Zu empfehlen ist dabei, dass
  • ein neuerlicher Test möglichst an neu entnommenem Probenmaterial durchgeführt werden sollte (um eventuell ursprünglich stattgehabte Verwechslungen der Proben aufzudecken). Weiterhin
  • sollte die neuerliche Untersuchung möglichst nicht von dem selben Labor durchgeführt werden, welches den ursprünglichen Test bearbeitete – nicht aus Misstrauen dem Labor gegenüber, sondern um ggf. vorhandene interne Laborfehler auszuschließen (die allerdings sehr, sehr selten sind!).

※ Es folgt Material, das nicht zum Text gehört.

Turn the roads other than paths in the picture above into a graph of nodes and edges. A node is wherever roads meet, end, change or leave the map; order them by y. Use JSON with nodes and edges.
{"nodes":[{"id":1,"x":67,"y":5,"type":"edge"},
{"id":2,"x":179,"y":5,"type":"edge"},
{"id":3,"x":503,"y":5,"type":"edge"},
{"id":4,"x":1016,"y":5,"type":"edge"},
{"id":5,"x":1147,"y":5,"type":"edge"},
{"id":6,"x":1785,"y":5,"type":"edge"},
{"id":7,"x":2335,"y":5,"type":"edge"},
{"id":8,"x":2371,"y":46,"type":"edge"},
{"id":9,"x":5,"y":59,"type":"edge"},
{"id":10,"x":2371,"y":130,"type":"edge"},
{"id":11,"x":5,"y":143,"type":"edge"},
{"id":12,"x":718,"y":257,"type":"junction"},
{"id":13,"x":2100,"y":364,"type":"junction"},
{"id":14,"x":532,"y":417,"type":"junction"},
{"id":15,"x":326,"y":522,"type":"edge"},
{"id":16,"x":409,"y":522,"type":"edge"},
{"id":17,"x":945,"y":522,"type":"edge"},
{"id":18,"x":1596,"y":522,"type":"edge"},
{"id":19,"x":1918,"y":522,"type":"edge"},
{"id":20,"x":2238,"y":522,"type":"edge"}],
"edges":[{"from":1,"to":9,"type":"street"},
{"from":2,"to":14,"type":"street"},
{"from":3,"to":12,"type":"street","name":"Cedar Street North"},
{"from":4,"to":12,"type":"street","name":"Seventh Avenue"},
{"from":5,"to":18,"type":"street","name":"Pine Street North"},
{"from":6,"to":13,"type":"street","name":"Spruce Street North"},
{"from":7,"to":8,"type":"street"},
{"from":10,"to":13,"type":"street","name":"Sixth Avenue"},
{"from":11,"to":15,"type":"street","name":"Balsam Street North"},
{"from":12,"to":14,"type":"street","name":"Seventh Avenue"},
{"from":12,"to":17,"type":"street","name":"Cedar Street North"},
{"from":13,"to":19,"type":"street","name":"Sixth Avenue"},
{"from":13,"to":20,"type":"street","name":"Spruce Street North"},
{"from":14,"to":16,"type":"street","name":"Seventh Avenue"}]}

  • Besonders wichtig ist es, dass Sie, um Fehlermöglichkeiten innerhalb der beim ersten Gutachten verwendeten Labormethode sicher auszuschließen, auf ein anderes Testverfahren als das ursprüngliche ausweichen (zum Beispiel jetzt den Test an Blutgruppen und Bluteiweißen durchführen lassen).

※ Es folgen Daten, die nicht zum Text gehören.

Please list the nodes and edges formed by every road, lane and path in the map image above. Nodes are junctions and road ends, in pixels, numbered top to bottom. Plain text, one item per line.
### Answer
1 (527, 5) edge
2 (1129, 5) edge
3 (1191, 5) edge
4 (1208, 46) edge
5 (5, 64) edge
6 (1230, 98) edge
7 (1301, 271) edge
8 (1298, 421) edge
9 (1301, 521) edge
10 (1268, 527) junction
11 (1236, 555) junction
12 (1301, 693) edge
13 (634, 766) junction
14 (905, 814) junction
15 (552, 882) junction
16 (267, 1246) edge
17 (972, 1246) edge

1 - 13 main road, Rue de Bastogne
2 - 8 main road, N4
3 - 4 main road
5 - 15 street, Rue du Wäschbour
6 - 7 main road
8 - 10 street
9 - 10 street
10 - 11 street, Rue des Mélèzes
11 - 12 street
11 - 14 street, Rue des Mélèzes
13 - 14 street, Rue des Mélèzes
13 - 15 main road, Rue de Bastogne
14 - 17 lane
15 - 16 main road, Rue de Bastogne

Allgemein ist aber festzustellen, dass ein "die Vaterschaft mit hoher Wahrscheinlichkeit ausschließender" Test mit logischen Argumenten eher infrage zustellen ist und auf ein neurliches Gutachten gedrängt werden kann als ein Abstammungsgutachten, dass die Vaterschaft mit hoher Wahrscheinlichkeit belegt. Zwar gibt es eine wissenschaftliche Untersuchung, die gerade bei "die Vaterschaft mit hoher Wahrscheinlichkeit belegenden" Ergebnissen unter Verwendung der STR-Methode auf Fehlerquellen hinweist. [ 29 ] Andererseits sollten Sie sich aber auch überlegen, ob eine Vaterschaft wirklich so ausgeschlossen ist wie sie annehmen. Spermien können einen längeren Zeitraum außerhalb des Körpers ihre Zeugungsfähigkeit behalten und auch selbständig erstaunlich weite Wegstrecken zurücklegen – vaginaler Geschlechtsverkehr mit der Kindsmutter ist keine zwingende Voraussetzung, um ein Kind zu zeugen.